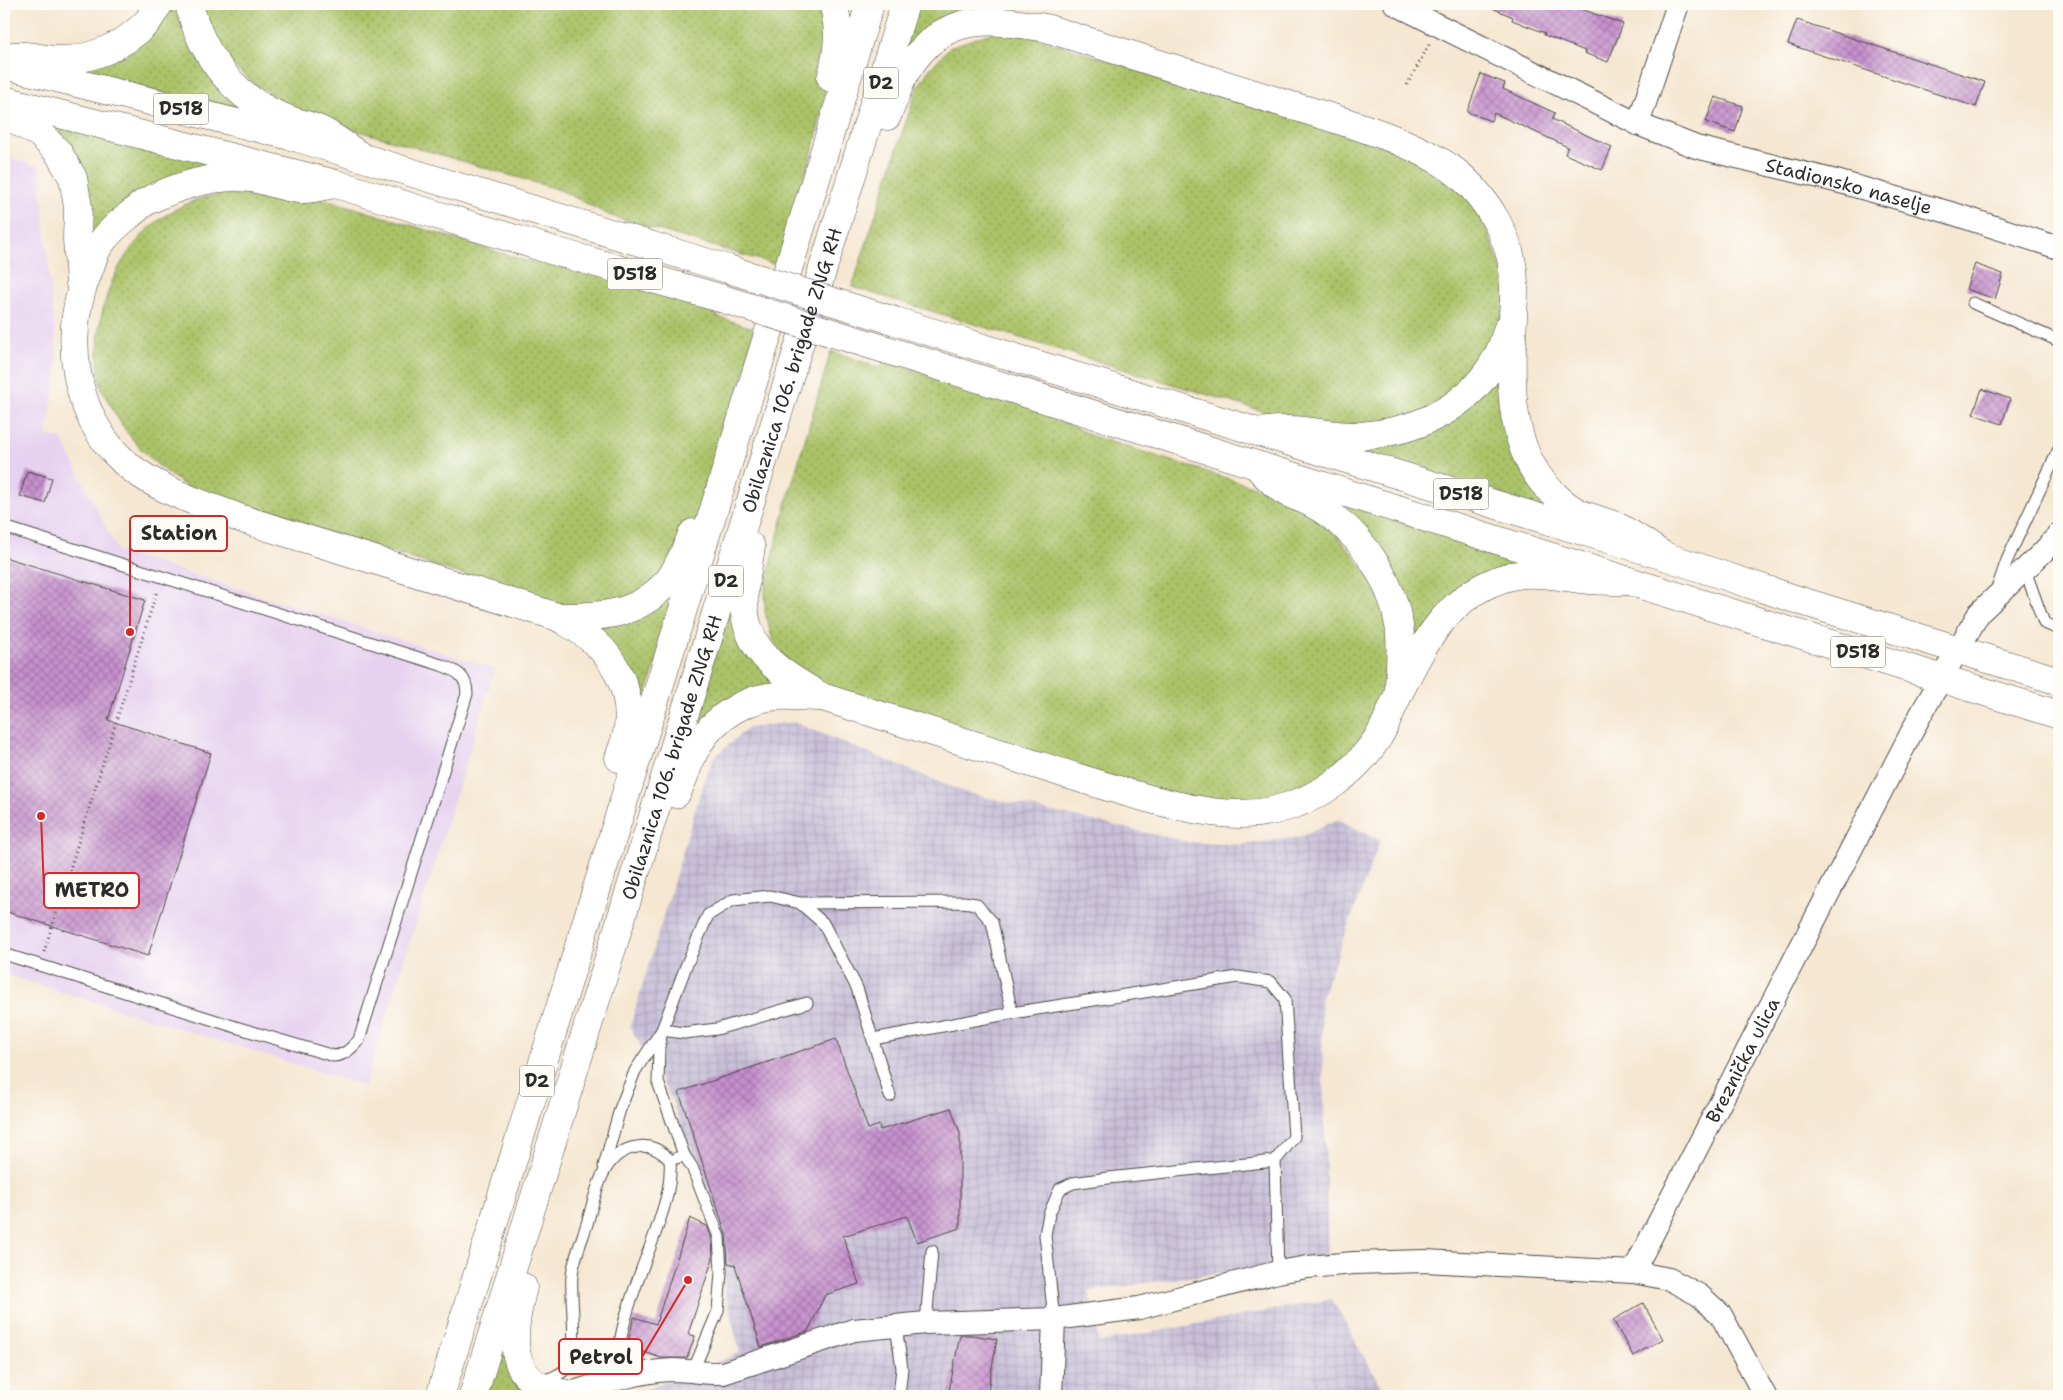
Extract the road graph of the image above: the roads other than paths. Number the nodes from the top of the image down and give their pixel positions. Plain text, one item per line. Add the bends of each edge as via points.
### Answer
1 (158, 4) edge
2 (188, 4) edge
3 (833, 4) edge
4 (870, 4) edge
5 (906, 4) edge
6 (999, 4) edge
7 (1395, 4) edge
8 (1678, 4) edge
9 (1046, 28) junction
10 (4, 57) edge
11 (4, 65) edge
12 (4, 100) edge
13 (4, 111) edge
14 (1638, 124) junction
15 (826, 148) junction
16 (359, 155) junction
17 (856, 162) junction
18 (336, 184) junction
19 (2059, 248) edge
20 (80, 290) junction
21 (1974, 303) dead end
22 (1513, 315) junction
23 (2059, 341) edge
24 (1258, 432) junction
25 (2059, 449) edge
26 (1258, 467) junction
27 (721, 487) junction
28 (755, 490) junction
29 (4, 526) edge
30 (2059, 534) edge
31 (1664, 556) junction
32 (2025, 570) junction
33 (1628, 580) junction
34 (1994, 598) junction
35 (558, 617) junction
36 (2059, 629) edge
37 (1958, 649) junction
38 (1942, 677) junction
39 (2059, 681) edge
40 (1399, 693) junction
41 (822, 697) junction
42 (2059, 715) edge
43 (614, 830) junction
44 (644, 843) junction
45 (800, 903) junction
46 (4, 954) edge
47 (808, 1003) dead end
48 (1012, 1012) junction
49 (662, 1030) junction
50 (873, 1039) junction
51 (890, 1096) dead end
52 (684, 1155) junction
53 (670, 1160) junction
54 (1275, 1161) junction
55 (601, 1178) junction
56 (532, 1205) junction
57 (932, 1251) dead end
58 (1278, 1272) junction
59 (1632, 1272) junction
60 (1054, 1319) junction
61 (926, 1323) junction
62 (896, 1326) junction
63 (693, 1371) junction
64 (618, 1380) junction
65 (533, 1381) junction
66 (565, 1395) edge
67 (440, 1396) edge
68 (473, 1396) edge
69 (899, 1396) edge
70 (1051, 1396) edge
71 (1765, 1396) edge

1 - 10 main road via 146,23 120,44 92,56 58,60 18,54
2 - 16 main road via 194,26 213,62 240,91 286,119 320,130
3 - 15 main road via 838,38 827,114
4 - 15 main road, Obilaznica 106. brigade ZNG RH / D2
5 - 17 main road, Obilaznica 106. brigade ZNG RH / D2
6 - 9 main road
7 - 14 street, Stadionsko naselje
8 - 14 street
9 - 17 main road via 1003,21 978,21 961,24 938,35 920,50 905,72 882,127
9 - 22 main road via 1396,140 1438,161 1463,178 1480,197 1506,242 1513,268
11 - 16 main road, D518
12 - 18 main road, D518
13 - 20 main road via 40,134 58,152 73,178 78,207
14 - 19 street, Stadionsko naselje via 1696,147 1914,202
15 - 27 main road, Obilaznica 106. brigade ZNG RH / D2
16 - 24 main road, D518, bridge
17 - 28 main road, Obilaznica 106. brigade ZNG RH / D2
18 - 20 main road via 302,189 250,178 215,178 147,201 119,223 100,244
18 - 26 main road, D518, bridge via 720,298
20 - 35 main road via 74,318 73,352 80,388 105,440 124,461 150,480 239,518
21 - 23 lane
22 - 24 main road via 1499,353 1484,377 1445,412 1418,425 1391,433 1353,436 1290,430
22 - 31 main road via 1513,408 1520,437 1541,480 1577,512 1616,526
24 - 31 main road, D518
25 - 34 lane via 2007,560
26 - 33 main road, D518
26 - 40 main road via 1287,493 1334,518 1373,561 1393,601 1399,626
27 - 35 main road via 669,580 649,599 614,614
27 - 43 main road, Obilaznica 106. brigade ZNG RH / D2
28 - 41 main road via 754,530 744,594 746,619 755,644 771,664
28 - 44 main road, Obilaznica 106. brigade ZNG RH / D2
29 - 46 lane via 441,665 461,674 467,684 467,694 376,984 358,1040 350,1050 334,1056
30 - 32 street
31 - 37 main road, D518
32 - 34 street
32 - 36 lane via 2044,623
33 - 38 main road, D518
33 - 40 main road via 1591,580 1536,573 1493,582 1467,596 1446,613 1429,637
34 - 37 street via 1979,613
35 - 43 main road via 591,638 608,656 623,681 628,728 614,780
37 - 38 street, Breznička ulica
37 - 39 main road, D518
38 - 42 main road, D518
38 - 59 street, Breznička ulica
40 - 41 main road via 1380,734 1347,774 1301,803 1247,814 1193,810 1112,789
41 - 44 main road via 776,696 750,701 732,710 709,729 698,744 667,811
43 - 67 main road, Obilaznica 106. brigade ZNG RH / D2
44 - 56 main road, Obilaznica 106. brigade ZNG RH / D2
45 - 48 lane via 976,904 992,922
45 - 49 lane via 770,896 733,900 708,915
45 - 50 lane via 824,923 857,988
47 - 49 lane via 717,1029 684,1034
48 - 50 lane
48 - 54 lane via 1238,977 1271,982 1285,999 1294,1138
49 - 52 lane via 658,1082
49 - 55 lane via 635,1072 620,1108
50 - 51 lane
52 - 53 lane
52 - 63 lane via 692,1167 719,1238 721,1272 718,1311
53 - 55 lane via 660,1150 643,1146 625,1149 611,1160
53 - 64 lane via 671,1177 666,1200 631,1301 619,1351
54 - 58 lane
54 - 60 lane via 1108,1178 1072,1183 1060,1189 1049,1214 1045,1235
55 - 65 lane via 572,1273 573,1346 570,1363 548,1380
56 - 65 main road via 530,1258 515,1331 516,1354 522,1370
56 - 68 main road, Obilaznica 106. brigade ZNG RH / D2
57 - 61 lane
58 - 59 street via 1354,1263 1425,1261
58 - 60 street via 1139,1308
59 - 71 street via 1669,1278 1699,1295 1721,1315
60 - 61 street
60 - 70 street
61 - 62 street
62 - 63 street via 854,1330 723,1373
62 - 69 lane via 902,1368
63 - 64 street via 656,1372
64 - 66 street
65 - 66 main road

* * *

• **Aim of the exercise**
What number of lines in the records contain the word "Stadionsko"? Answer with that number alone.

• **Exercise solution**
2